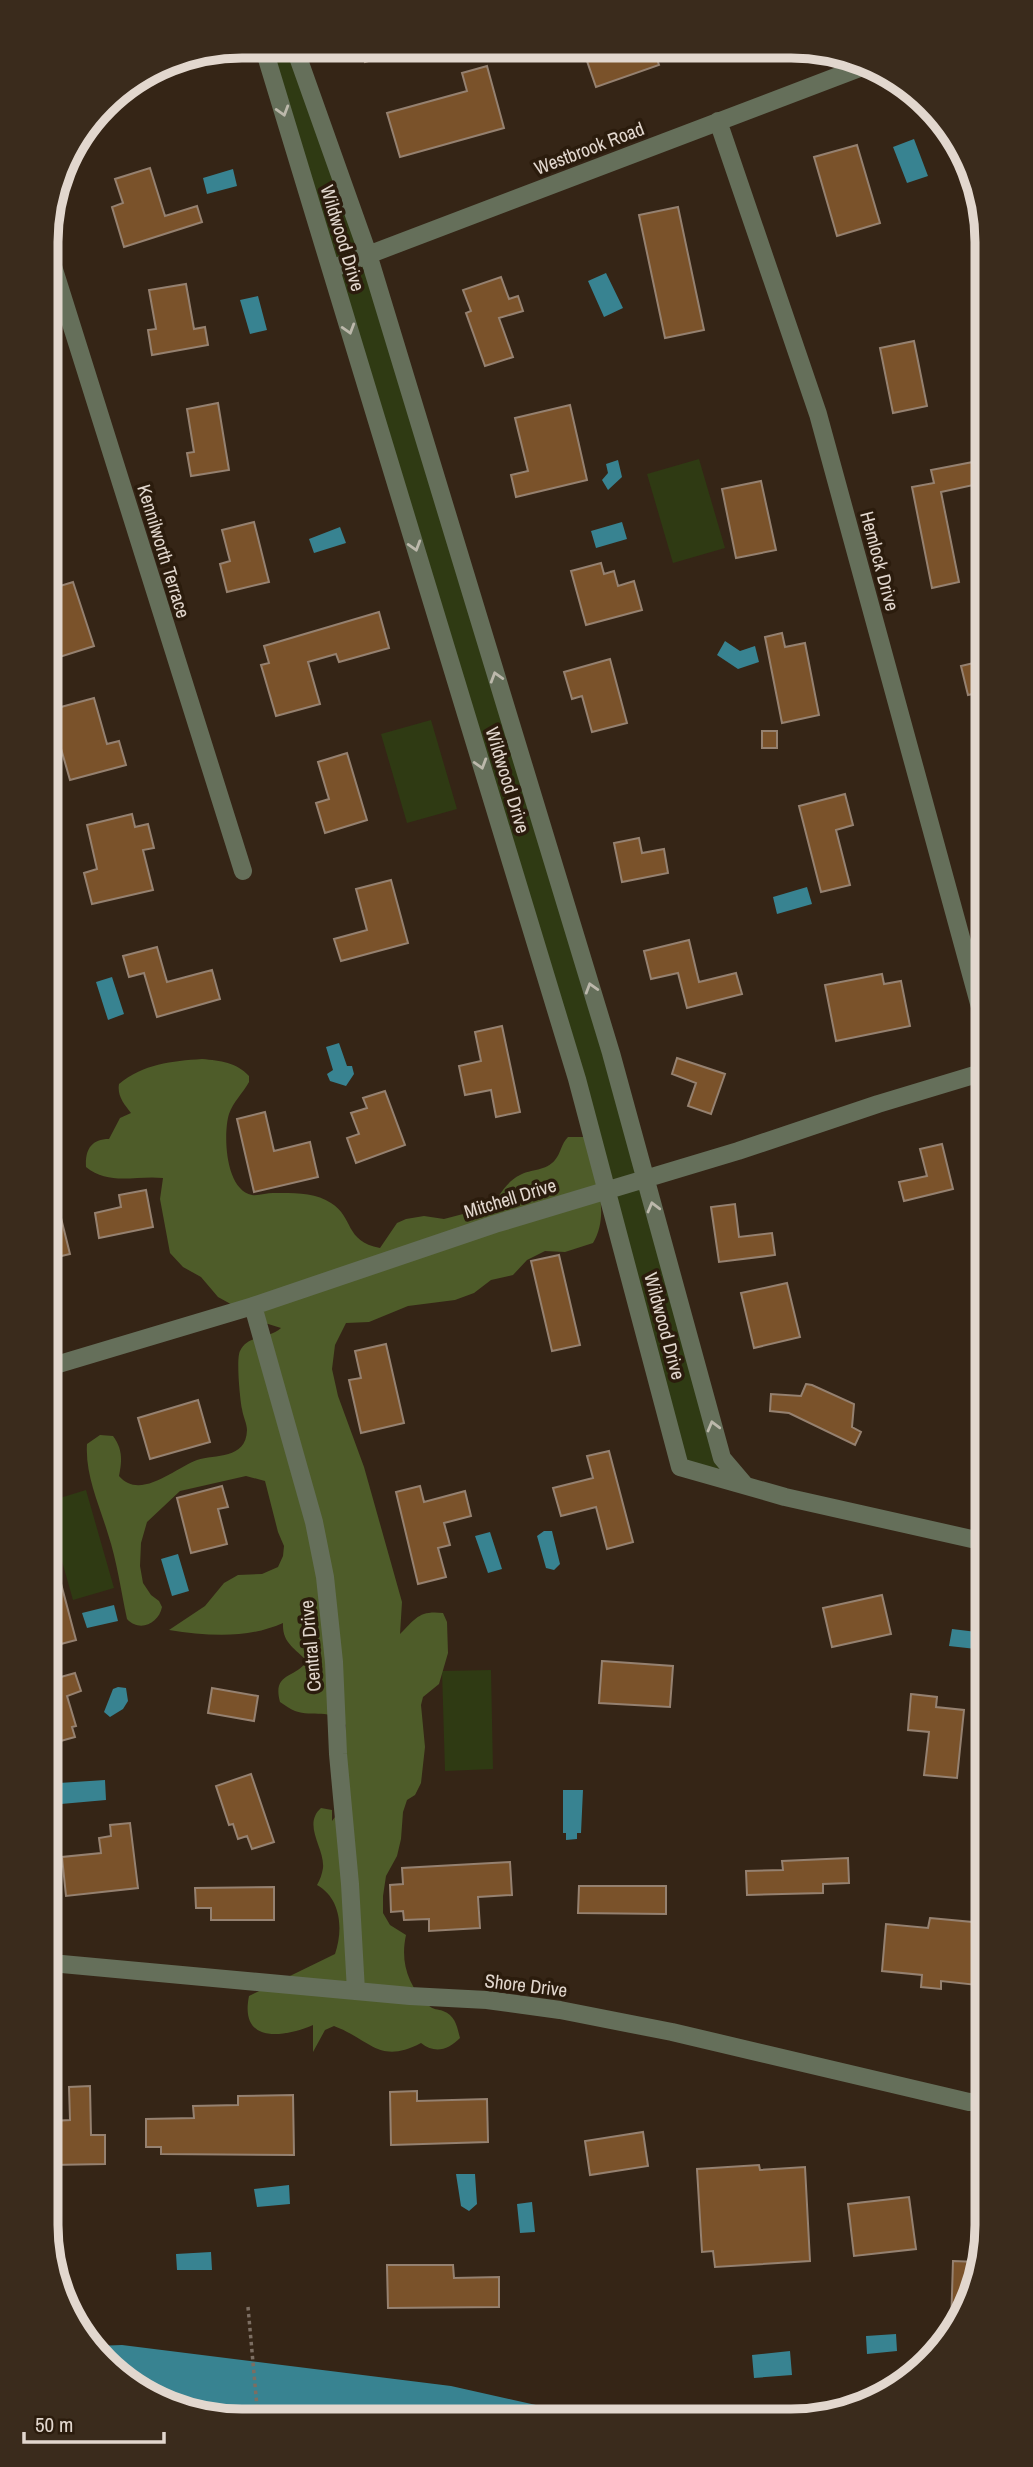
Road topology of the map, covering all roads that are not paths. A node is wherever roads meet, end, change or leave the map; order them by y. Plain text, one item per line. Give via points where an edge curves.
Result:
1 (267, 58) edge
2 (298, 58) edge
3 (855, 69) edge
4 (719, 121) junction
5 (368, 254) junction
6 (331, 269) junction
7 (58, 282) edge
8 (243, 871) dead end
9 (975, 985) edge
10 (975, 1075) edge
11 (645, 1179) junction
12 (607, 1191) junction
13 (253, 1306) junction
14 (58, 1364) edge
15 (745, 1485) junction
16 (975, 1540) edge
17 (58, 1964) edge
18 (356, 1991) junction
19 (975, 2102) edge

1 -> 6 street, Wildwood Drive
2 - 5 street, Wildwood Drive
3 - 4 street, Westbrook Road
4 - 5 street, Westbrook Road
4 - 9 street, Hemlock Drive via 818,414
5 - 6 street, Westbrook Road
11 -> 5 street, Wildwood Drive via 611,1053
6 -> 12 street, Wildwood Drive
7 - 8 street, Kennilworth Terrace
10 - 11 street, Mitchell Drive
11 - 12 street, Mitchell Drive
15 -> 11 street, Wildwood Drive via 722,1458
12 - 13 street, Mitchell Drive
12 - 15 street, Wildwood Drive via 680,1466
13 - 14 street, Mitchell Drive
13 - 18 street, Central Drive via 325,1577
15 - 16 street, Wildwood Drive
17 - 18 street, Shore Drive
18 - 19 street, Shore Drive via 560,2010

**Task details**
Would you copy all of the data exactly? Keep the pictures out of it.

**Final answer**
Road topology of the map, covering all roads that are not paths. A node is wherever roads meet, end, change or leave the map; order them by y. Plain text, one item per line. Give via points where an edge curves.
Result:
1 (267, 58) edge
2 (298, 58) edge
3 (855, 69) edge
4 (719, 121) junction
5 (368, 254) junction
6 (331, 269) junction
7 (58, 282) edge
8 (243, 871) dead end
9 (975, 985) edge
10 (975, 1075) edge
11 (645, 1179) junction
12 (607, 1191) junction
13 (253, 1306) junction
14 (58, 1364) edge
15 (745, 1485) junction
16 (975, 1540) edge
17 (58, 1964) edge
18 (356, 1991) junction
19 (975, 2102) edge

1 -> 6 street, Wildwood Drive
2 - 5 street, Wildwood Drive
3 - 4 street, Westbrook Road
4 - 5 street, Westbrook Road
4 - 9 street, Hemlock Drive via 818,414
5 - 6 street, Westbrook Road
11 -> 5 street, Wildwood Drive via 611,1053
6 -> 12 street, Wildwood Drive
7 - 8 street, Kennilworth Terrace
10 - 11 street, Mitchell Drive
11 - 12 street, Mitchell Drive
15 -> 11 street, Wildwood Drive via 722,1458
12 - 13 street, Mitchell Drive
12 - 15 street, Wildwood Drive via 680,1466
13 - 14 street, Mitchell Drive
13 - 18 street, Central Drive via 325,1577
15 - 16 street, Wildwood Drive
17 - 18 street, Shore Drive
18 - 19 street, Shore Drive via 560,2010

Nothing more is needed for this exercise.